John H. Hallowell and Jene M. Porter.  The Search for Humanity and Order.  Prentice Hall 1997

Glenn Tinder,  Political Thinking.  The Perennial Questions.  6th Edition.  Longman.  1995.

Recommended Reading:   

  Karl R. Popper.  The Open Society and Its Enemies.

John Gray.  Two Faces of Liberalism.

L. Kolakowski.  Main Currents of Marxism.

 

Power Point Presentations

Ancient Indian Philosophy

 

Socrates and Plato

 

Aristotle

 

Stoics, Cynics, Epicureanism

 

Roman Philosophy and Law

 

Medieval Philosophy:  St. Augustine

 

St. Thomas Aquinas

 

Machiavelli

 

Philosophical and Scientific Revolution

 

Hobbes

 

Locke

 

Rousseau

 

Kant

 

Bentham and Mill

 

Nietzsche and Existentialists

 

Hegel

 

Burke

 

Marx

 

Bernstein, Lenin

Rawls

 

Postmodernism/Feminism

GOALS. 

A major goal of this class is to examine key elements of social and political philosophy from the Antiquity to the Present and apply the knowledge gained by our study to the politics of the past and today.  Although philosophical thinking can be detached from the events of the times, in most cases the events have influenced philosophers and then in turn were influenced by the philosophers’ ideas.  For example, in all American Government classes one of the early topics is the discussion about the framing of the U.S. Constitution.  To understand the debate at the Constitutional Convention, the different approaches to the Constitution, and the final shape of the document, one must know the philosophical trends of the time, the writings of Hobbes, Locke, Rousseau, and many others. 

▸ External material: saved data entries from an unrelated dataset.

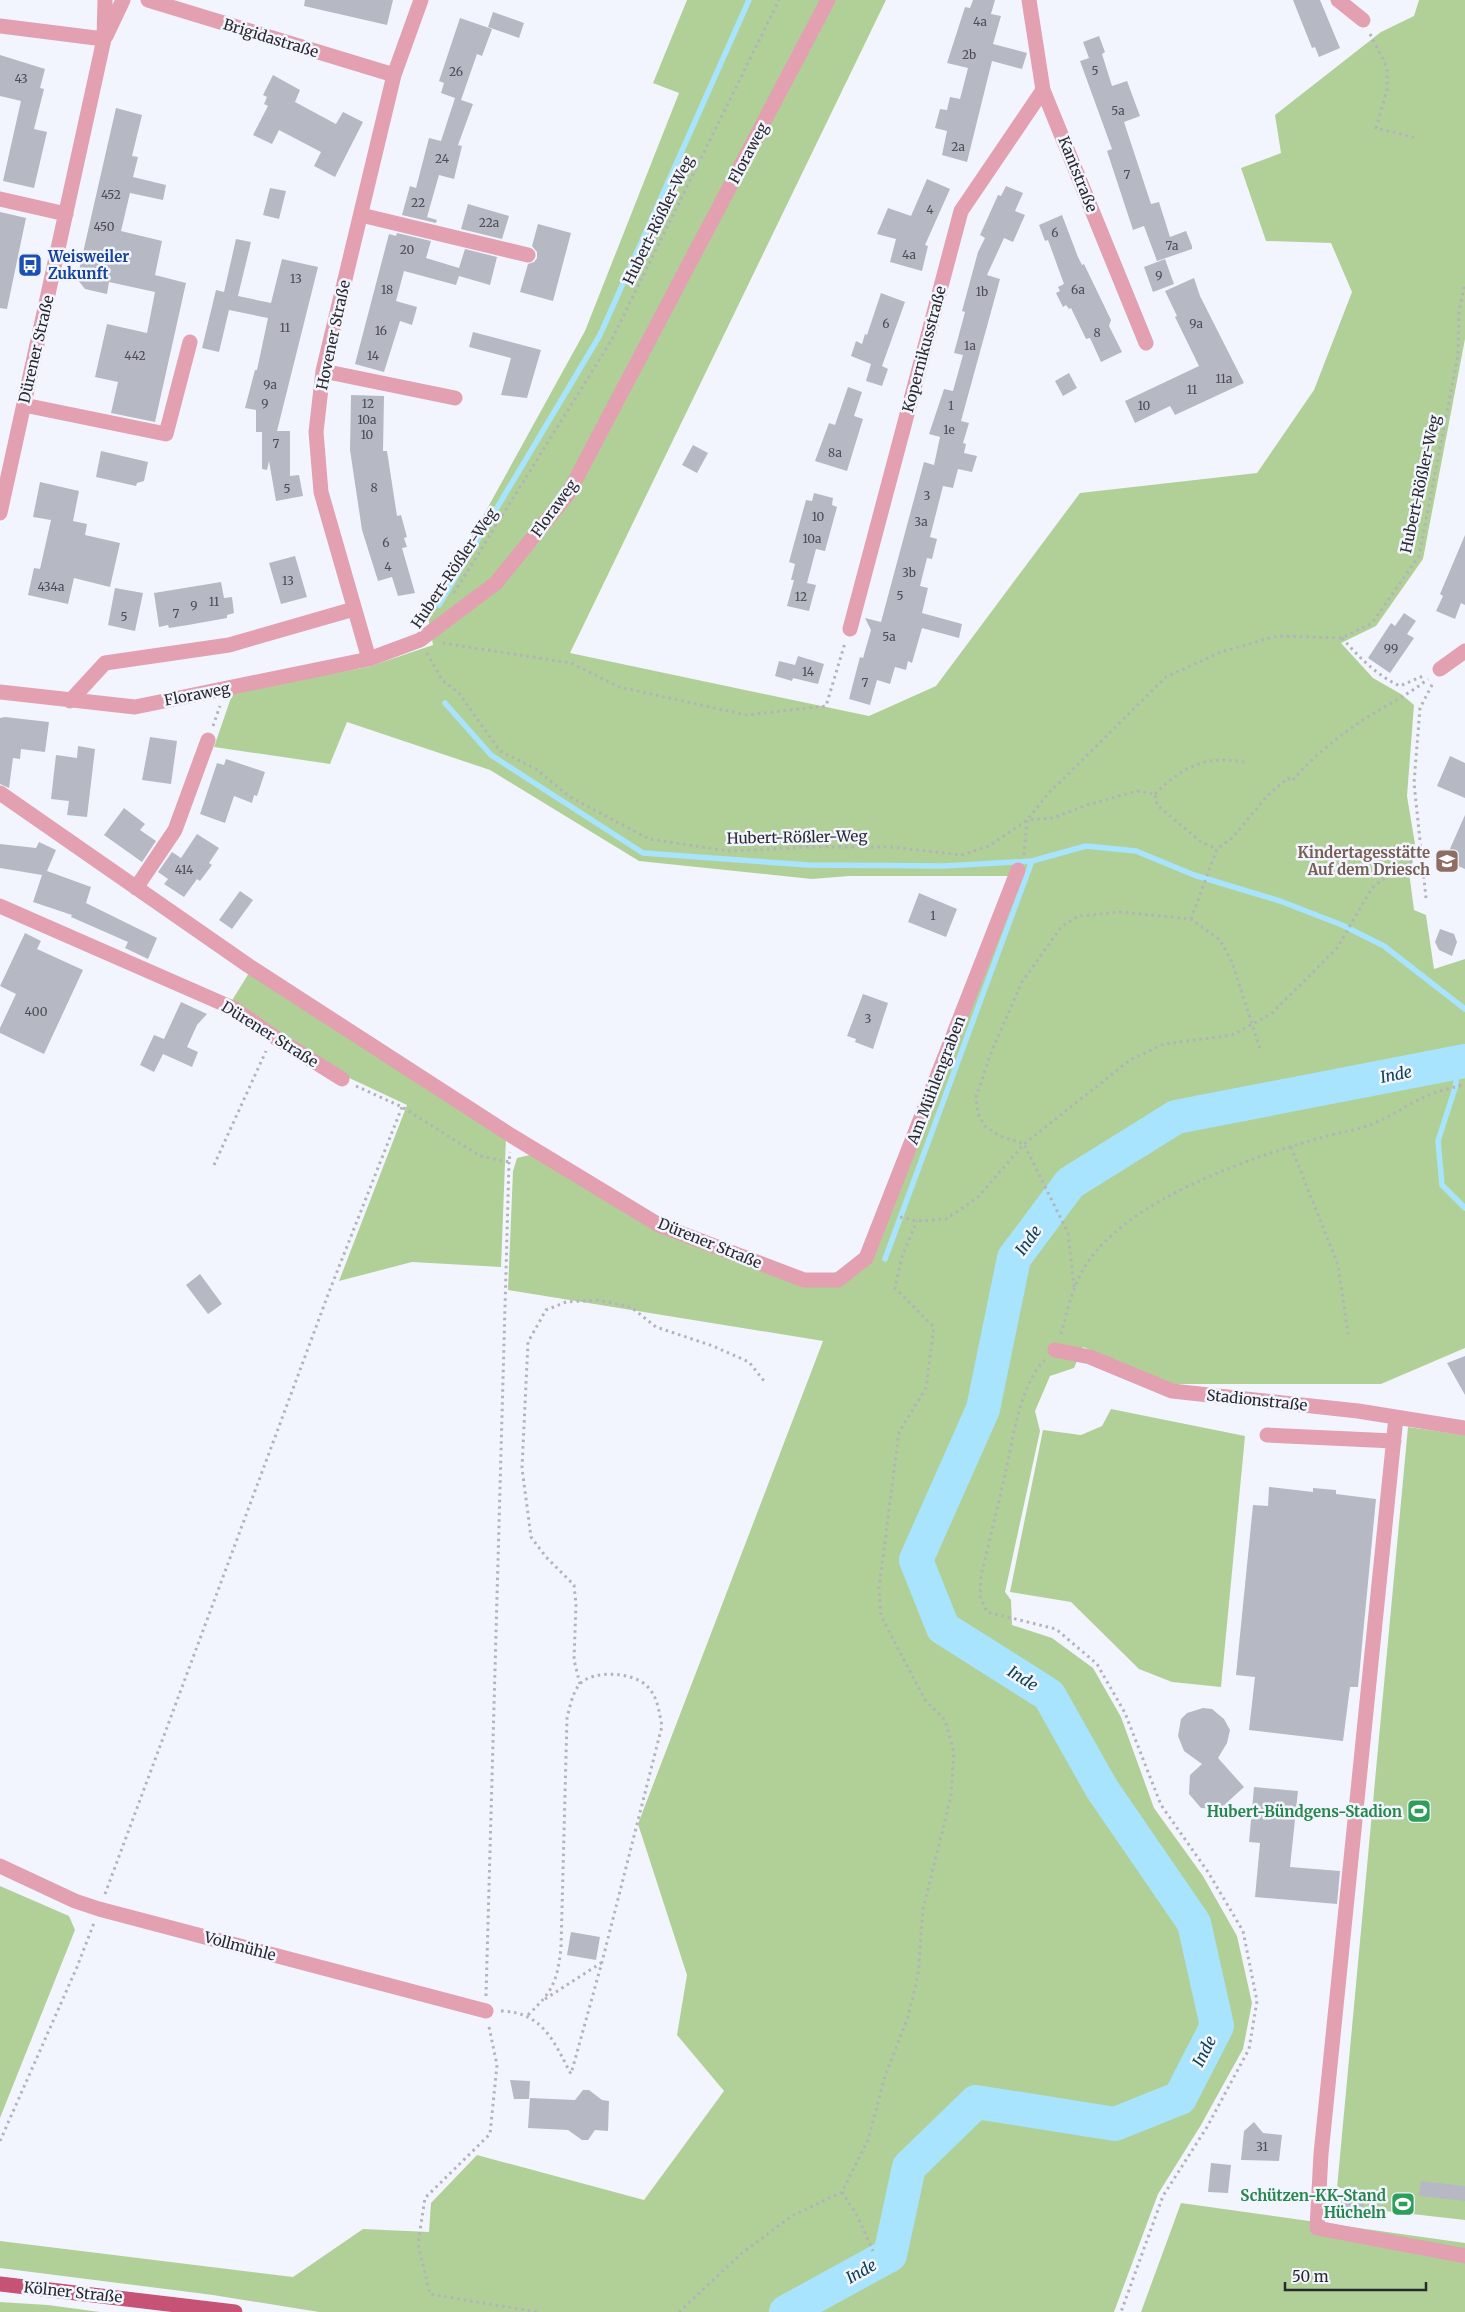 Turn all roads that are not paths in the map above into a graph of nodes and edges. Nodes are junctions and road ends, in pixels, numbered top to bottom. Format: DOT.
graph roads {
  1 [pos="105,0"];
  2 [pos="123,0"];
  3 [pos="148,0"];
  4 [pos="421,0"];
  5 [pos="828,0"];
  6 [pos="1029,0"];
  7 [pos="1338,0"];
  8 [pos="1363,20"];
  9 [pos="0,26"];
  10 [pos="104,39"];
  11 [pos="394,75"];
  12 [pos="1043,90"];
  13 [pos="0,199"];
  14 [pos="66,214"];
  15 [pos="361,215"];
  16 [pos="528,255"];
  17 [pos="190,342"];
  18 [pos="1146,343"];
  19 [pos="323,372"];
  20 [pos="455,398"];
  21 [pos="24,405"];
  22 [pos="0,513"];
  23 [pos="354,608"];
  24 [pos="850,629"];
  25 [pos="1465,651"];
  26 [pos="369,659"];
  27 [pos="1440,670"];
  28 [pos="0,692"];
  29 [pos="70,701"];
  30 [pos="208,740"];
  31 [pos="0,793"];
  32 [pos="1018,870"];
  33 [pos="136,888"];
  34 [pos="0,906"];
  35 [pos="342,1079"];
  36 [pos="838,1280"];
  37 [pos="1055,1350"];
  38 [pos="1396,1417"];
  39 [pos="1465,1428"];
  40 [pos="1266,1435"];
  41 [pos="1394,1441"];
  42 [pos="0,1866"];
  43 [pos="486,2011"];
  44 [pos="1465,2256"];
  45 [pos="0,2284"];
  46 [pos="235,2312"];
  1 -- 10 [label="street, Dürener Straße"];
  2 -- 10 [label="street, Dürener Straße"];
  3 -- 11 [label="street, Brigidastraße"];
  4 -- 11 [label="street, Hovener Straße"];
  5 -- 26 [label="street, Floraweg"];
  6 -- 12 [label="street, Kantstraße"];
  7 -- 8 [label="street"];
  9 -- 10 [label="street"];
  10 -- 14 [label="street, Dürener Straße"];
  11 -- 15 [label="street, Hovener Straße"];
  12 -- 18 [label="street, Kantstraße"];
  12 -- 24 [label="street, Kopernikusstraße"];
  13 -- 14 [label="street"];
  14 -- 21 [label="street, Dürener Straße"];
  15 -- 16 [label="street"];
  15 -- 19 [label="street, Hovener Straße"];
  17 -- 21 [label="street"];
  19 -- 20 [label="street"];
  19 -- 23 [label="street, Hovener Straße"];
  21 -- 22 [label="street, Dürener Straße"];
  23 -- 26 [label="street, Hovener Straße"];
  23 -- 29 [label="street"];
  25 -- 27 [label="street"];
  26 -- 29 [label="street, Floraweg"];
  28 -- 29 [label="street, Floraweg"];
  30 -- 33 [label="street"];
  31 -- 33 [label="street, Dürener Straße"];
  32 -- 36 [label="street, Am Mühlengraben"];
  33 -- 36 [label="street, Dürener Straße"];
  34 -- 35 [label="street, Dürener Straße"];
  37 -- 38 [label="street, Stadionstraße"];
  38 -- 39 [label="street, Stadionstraße"];
  38 -- 41 [label="street"];
  40 -- 41 [label="street"];
  41 -- 44 [label="street"];
  42 -- 43 [label="street, Vollmühle"];
  45 -- 46 [label="main road, Kölner Straße"];
} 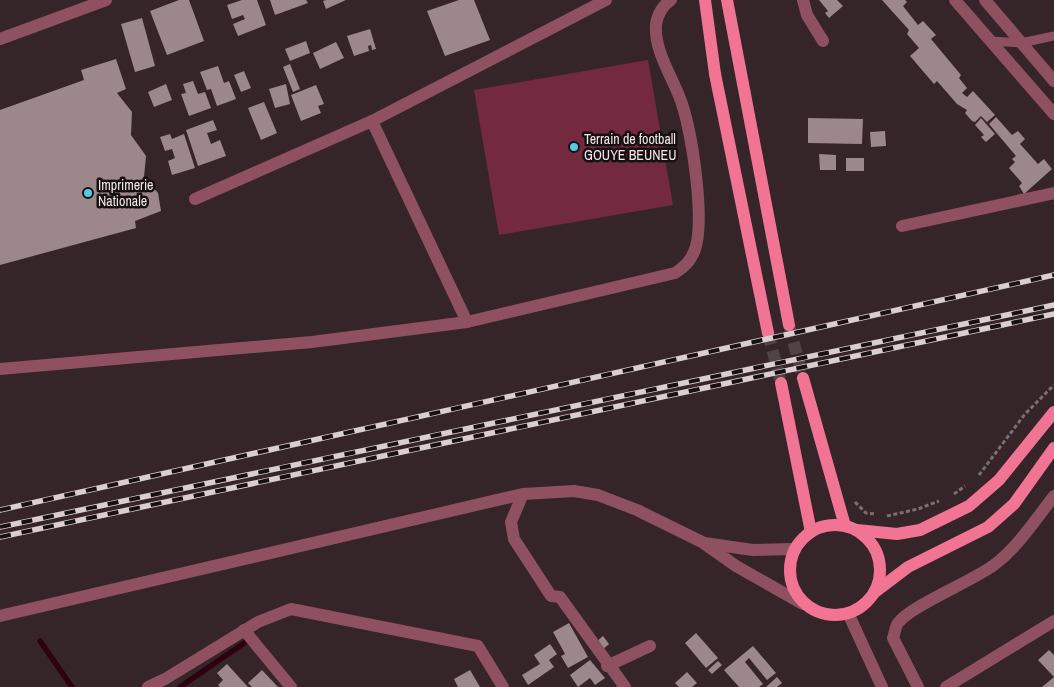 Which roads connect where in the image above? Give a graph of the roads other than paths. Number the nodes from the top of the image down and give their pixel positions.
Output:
1 (106, 0) edge
2 (606, 0) edge
3 (671, 0) edge
4 (705, 0) edge
5 (727, 0) edge
6 (803, 0) edge
7 (955, 0) edge
8 (984, 0) edge
9 (1054, 36) edge
10 (0, 39) edge
11 (823, 41) dead end
12 (991, 41) junction
13 (1022, 43) junction
14 (1054, 81) edge
15 (1054, 114) edge
16 (372, 121) junction
17 (1054, 193) edge
18 (194, 199) dead end
19 (902, 226) dead end
20 (468, 322) junction
21 (789, 325) tunnel mouth
22 (768, 333) tunnel mouth
23 (0, 369) edge
24 (803, 378) tunnel mouth
25 (781, 383) tunnel mouth
26 (1054, 412) edge
27 (1054, 448) edge
28 (523, 494) junction
29 (1054, 496) edge
30 (851, 528) junction
31 (811, 532) junction
32 (702, 542) junction
33 (795, 549) junction
34 (875, 592) junction
35 (803, 604) junction
36 (848, 613) junction
37 (0, 616) edge
38 (1054, 621) edge
39 (244, 630) junction
40 (650, 646) dead end
41 (607, 666) junction
42 (148, 687) edge
43 (291, 687) edge
44 (503, 687) edge
45 (624, 687) edge
46 (882, 687) edge
47 (918, 687) edge
48 (946, 687) edge

1 - 10 street
2 - 16 street
3 - 20 street
4 - 22 main road
5 - 21 main road
6 - 11 street
7 - 12 street
8 - 13 street
9 - 13 lane
12 - 13 lane
12 - 15 street
13 - 14 street
16 - 18 street
16 - 20 street
17 - 19 street
20 - 23 street
24 - 30 main road
25 - 31 main road
26 - 30 main road
27 - 34 main road
28 - 32 street
28 - 37 street
28 - 41 street
29 - 47 street
30 - 31 main road
30 - 34 main road
31 - 33 main road
32 - 33 street
32 - 35 street
33 - 35 main road
34 - 36 main road
35 - 36 main road
36 - 46 street
38 - 48 street
39 - 42 street
39 - 43 street
39 - 44 street
40 - 41 street
41 - 45 street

Another major goal of the class is the acquisition of certain philosophical skills of understanding, analyzing, and critiquing philosophical texts.  Reading philosophical texts and writing about them in a clear and cogent manner are two difficult skills to master. One of the difficulties is that many philosophical questions seem to be answered a long time ago and often our practical mind does not want to deal with matters that don’t seem to be of any import any more.  And yet, the debate on most of the subjects considered in this class still continues.  The second text for this class (Tinder) brings you closer to many of these questions and will show that the answers are not as simple as we may think.  What is required here is the attitude that there is a great value in reading and knowing political philosophy, but also that the philosophical texts, whether these of Plato or Rousseau and many others, are open to a critique, to an argument against them, to a polemic.